Ecto — Cast-ing sugar

Photo by Brooke Lark on Unsplash

In our previous post we took a little look at the differences between some common changeset functions in Ecto. Here I want to look a little bit more deeply into the cast functions cast_embed and cast_assoc. I want to show you how it is implemented (conceptually at least) and then present a library which provides some sugar over Ecto’s great work to help make turning raw data into validated structs a breeze. If you are not familiar with cast_embed and cast_assoc I highly recommend you read this post first

TL;DR the library is called EctoMorph and is availalble on Hex and github. You can jump straight to the docs there, but I hope you stick around here first.

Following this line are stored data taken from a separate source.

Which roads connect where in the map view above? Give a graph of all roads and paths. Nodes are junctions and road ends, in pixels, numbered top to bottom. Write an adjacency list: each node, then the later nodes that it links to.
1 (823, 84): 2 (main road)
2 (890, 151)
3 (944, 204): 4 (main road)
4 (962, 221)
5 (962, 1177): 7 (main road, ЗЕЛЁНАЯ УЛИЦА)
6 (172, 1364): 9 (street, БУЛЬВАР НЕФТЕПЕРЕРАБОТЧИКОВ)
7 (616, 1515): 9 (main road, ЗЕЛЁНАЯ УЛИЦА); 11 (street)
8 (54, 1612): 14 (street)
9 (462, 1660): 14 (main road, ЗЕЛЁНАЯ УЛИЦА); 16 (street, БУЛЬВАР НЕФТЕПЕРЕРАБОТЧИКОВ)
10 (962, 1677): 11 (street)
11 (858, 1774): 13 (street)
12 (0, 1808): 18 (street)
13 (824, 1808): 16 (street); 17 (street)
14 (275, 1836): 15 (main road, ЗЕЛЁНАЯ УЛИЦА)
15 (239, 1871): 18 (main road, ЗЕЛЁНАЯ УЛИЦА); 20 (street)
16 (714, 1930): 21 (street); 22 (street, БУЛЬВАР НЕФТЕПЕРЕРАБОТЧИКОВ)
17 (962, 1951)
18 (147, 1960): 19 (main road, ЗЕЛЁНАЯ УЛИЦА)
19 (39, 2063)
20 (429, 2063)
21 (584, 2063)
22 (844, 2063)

Let’s imagine we make a call to an external API and we get a response that looks something like this:

response = %{
“meat_type” => “medium rare”,
“pickles” => false,
“collection_date” => “2019–11–04”
}

We want to turn that into a struct so that we can do things like implement protocols for it or even just coerce values into a type that we can rely on later. The simplest way we could do that is like this:


defmodule SteamedHam do
defstruct [:meat_type, :pickles, :collection_date]
end
struct(SteamedHam, response)

The struct function selects only the fields defined in the schema, so if we use it we are returned something that looks like this:

%SteamedHam{
meat_type: "medium rare",
pickles: false,
collection_date: "2019-11-04"
}

Now imagine in our code somewhere we want to work out the expiry date:

def expiry_date(%SteamedHam{collection_date: collection_date}) do
Date.add(collection_date, 3)
end

Except when we call it:

** (FunctionClauseError) no function clause matching in Date.add/2

Notice the problem? Our collection_date in our struct is not a date it is a string. It is a string because our API call returned us json, and json does not have a concept of a date object (they are represented as strings). What we want really is a way to specify up front the types of the steamed ham struct fields. That way we can rely on those types throughout the rest of our program. So we use Ecto:

defmodule SteamedHam do
use Ecto.Schema

embedded_schema do
field(:meat_type, :string)
field(:pickles, :boolean)
field(:collection_date, :date)
end
end

So far this is a nice signal to other developers, but it doesn’t actually enforce anything. Our date string is still a string if we use struct:

response = %{
“meat_type” => “medium rare”,
“pickles” => false,
“collection_date” => “2019–11–04”
}
steamed_ham = struct(SteamedHam, response)
# returns us this:
%SteamedHam{
meat_type:“medium rare”,
pickles: false,
collection_date: “2019–11–04”
}

Okay so instead let’s write a new function:

def new(data = %{collection_date: collection_date}) do
struct(
SteamedHam,
%{data | collection_date: Date.from_iso8601!(collection_date)}
)
end

This is okay, especially with just one field, or just a few fields that need coercion. But imagine if we had lots of structs and lots of data — we’d need to keep track of which fields in each of the structs need coercing. Worse than that we’ve already defined exactly what we want each field to be in the definition of the Ecto Schema!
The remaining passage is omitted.